What you should do:
Each line that holds the word "Kathryn" counts once; give the total for the records below and nothing else.

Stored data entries
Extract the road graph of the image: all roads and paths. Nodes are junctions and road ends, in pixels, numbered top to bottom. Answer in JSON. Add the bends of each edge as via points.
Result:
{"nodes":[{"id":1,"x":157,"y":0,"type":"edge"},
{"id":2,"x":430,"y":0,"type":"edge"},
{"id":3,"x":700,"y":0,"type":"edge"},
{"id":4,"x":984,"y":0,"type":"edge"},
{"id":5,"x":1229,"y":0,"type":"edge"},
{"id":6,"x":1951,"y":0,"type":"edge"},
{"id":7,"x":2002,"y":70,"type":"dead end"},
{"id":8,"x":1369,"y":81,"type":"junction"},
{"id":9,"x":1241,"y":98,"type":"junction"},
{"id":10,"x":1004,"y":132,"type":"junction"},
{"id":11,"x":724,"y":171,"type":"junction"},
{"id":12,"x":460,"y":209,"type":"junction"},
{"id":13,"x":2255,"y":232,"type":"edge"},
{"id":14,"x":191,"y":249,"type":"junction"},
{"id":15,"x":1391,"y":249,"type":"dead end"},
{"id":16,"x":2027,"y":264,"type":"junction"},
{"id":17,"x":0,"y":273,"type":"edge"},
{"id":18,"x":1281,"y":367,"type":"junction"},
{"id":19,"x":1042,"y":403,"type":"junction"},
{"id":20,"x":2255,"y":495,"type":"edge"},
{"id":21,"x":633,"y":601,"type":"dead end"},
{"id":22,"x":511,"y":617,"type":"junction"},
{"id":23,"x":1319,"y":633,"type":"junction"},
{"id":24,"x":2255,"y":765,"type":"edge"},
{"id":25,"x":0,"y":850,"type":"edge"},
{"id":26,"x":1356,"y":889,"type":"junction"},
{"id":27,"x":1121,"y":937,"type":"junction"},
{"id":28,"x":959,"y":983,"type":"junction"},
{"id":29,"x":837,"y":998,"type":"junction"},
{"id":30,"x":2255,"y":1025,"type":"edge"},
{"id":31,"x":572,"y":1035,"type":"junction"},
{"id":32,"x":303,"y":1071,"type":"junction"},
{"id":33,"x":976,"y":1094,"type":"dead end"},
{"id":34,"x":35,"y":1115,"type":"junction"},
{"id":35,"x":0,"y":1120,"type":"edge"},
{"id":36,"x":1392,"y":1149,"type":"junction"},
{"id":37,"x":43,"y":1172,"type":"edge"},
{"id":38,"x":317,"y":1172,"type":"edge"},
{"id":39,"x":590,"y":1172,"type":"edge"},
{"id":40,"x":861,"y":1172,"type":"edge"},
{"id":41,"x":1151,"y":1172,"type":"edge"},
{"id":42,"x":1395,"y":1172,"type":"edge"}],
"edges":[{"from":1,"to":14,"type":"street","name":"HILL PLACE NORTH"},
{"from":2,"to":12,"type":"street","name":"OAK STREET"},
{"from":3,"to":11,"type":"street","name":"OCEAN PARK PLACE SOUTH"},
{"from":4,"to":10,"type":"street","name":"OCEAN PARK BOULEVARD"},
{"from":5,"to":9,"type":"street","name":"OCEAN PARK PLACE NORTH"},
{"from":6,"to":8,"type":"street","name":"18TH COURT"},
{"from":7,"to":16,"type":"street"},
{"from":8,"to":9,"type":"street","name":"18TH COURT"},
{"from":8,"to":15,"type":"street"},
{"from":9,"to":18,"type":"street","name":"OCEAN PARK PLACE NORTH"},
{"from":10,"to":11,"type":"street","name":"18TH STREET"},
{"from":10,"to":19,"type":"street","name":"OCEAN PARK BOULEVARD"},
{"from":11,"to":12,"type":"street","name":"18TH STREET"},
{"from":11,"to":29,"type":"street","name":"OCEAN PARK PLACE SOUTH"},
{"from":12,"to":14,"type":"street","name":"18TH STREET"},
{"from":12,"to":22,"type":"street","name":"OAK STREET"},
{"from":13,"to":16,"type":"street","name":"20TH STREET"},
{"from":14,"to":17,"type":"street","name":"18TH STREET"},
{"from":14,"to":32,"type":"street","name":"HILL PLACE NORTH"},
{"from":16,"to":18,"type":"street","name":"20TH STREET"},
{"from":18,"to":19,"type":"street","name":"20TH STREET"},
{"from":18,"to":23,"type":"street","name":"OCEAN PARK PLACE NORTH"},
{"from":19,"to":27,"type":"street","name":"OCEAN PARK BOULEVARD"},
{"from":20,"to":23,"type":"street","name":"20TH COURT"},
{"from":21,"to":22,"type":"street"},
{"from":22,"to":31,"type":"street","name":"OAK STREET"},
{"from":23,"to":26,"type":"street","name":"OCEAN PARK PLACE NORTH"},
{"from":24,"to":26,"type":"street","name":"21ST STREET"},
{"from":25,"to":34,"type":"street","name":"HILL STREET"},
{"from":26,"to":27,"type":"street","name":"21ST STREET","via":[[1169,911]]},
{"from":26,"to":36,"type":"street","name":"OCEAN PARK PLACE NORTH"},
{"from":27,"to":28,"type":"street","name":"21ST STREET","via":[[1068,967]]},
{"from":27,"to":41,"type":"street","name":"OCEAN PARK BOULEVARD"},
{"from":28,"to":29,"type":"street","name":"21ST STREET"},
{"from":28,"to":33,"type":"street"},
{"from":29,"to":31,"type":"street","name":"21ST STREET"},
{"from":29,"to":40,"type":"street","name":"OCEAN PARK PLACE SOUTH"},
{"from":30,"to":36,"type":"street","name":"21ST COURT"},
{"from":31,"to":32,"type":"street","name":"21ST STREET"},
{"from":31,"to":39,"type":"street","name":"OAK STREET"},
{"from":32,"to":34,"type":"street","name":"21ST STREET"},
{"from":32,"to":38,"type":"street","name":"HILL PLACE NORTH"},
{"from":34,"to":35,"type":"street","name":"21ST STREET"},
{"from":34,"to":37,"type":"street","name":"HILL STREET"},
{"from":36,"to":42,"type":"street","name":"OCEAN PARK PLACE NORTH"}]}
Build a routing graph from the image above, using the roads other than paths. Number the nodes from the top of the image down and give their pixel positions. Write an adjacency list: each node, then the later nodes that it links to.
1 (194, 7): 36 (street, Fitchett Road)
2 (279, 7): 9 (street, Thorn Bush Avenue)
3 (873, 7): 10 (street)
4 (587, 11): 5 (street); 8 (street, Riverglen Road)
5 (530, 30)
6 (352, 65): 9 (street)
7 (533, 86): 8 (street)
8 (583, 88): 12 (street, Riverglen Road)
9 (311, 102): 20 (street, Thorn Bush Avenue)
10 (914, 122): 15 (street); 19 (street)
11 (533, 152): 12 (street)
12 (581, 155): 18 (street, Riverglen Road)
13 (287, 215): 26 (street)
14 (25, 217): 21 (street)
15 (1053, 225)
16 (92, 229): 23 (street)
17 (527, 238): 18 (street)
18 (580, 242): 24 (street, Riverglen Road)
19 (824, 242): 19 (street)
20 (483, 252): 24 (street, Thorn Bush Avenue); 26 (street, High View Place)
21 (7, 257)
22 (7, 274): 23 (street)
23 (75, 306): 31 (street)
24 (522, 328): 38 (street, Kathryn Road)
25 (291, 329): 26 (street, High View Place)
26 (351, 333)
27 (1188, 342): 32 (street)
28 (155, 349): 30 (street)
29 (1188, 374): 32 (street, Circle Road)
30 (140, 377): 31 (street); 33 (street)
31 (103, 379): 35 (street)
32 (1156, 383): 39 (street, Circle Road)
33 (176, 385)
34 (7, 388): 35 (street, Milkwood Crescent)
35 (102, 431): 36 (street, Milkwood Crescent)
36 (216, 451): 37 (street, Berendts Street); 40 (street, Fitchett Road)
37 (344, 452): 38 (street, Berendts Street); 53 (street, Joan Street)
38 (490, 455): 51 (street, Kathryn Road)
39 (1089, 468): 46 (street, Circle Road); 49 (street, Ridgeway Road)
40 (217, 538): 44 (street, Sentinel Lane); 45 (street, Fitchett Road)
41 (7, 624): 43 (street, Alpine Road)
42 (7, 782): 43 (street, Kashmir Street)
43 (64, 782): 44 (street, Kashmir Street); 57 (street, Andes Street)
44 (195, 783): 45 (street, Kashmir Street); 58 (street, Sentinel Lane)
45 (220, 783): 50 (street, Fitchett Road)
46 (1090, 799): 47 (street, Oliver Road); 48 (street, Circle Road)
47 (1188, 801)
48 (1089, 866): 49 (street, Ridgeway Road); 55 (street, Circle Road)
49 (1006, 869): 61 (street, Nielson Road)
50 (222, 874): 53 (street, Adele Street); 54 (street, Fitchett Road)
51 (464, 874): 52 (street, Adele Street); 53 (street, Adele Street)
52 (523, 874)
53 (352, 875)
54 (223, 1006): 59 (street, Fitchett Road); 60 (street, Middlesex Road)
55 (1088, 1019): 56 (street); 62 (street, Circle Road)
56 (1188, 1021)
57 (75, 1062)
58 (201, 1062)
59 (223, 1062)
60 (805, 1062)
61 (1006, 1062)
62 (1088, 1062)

Task response:
2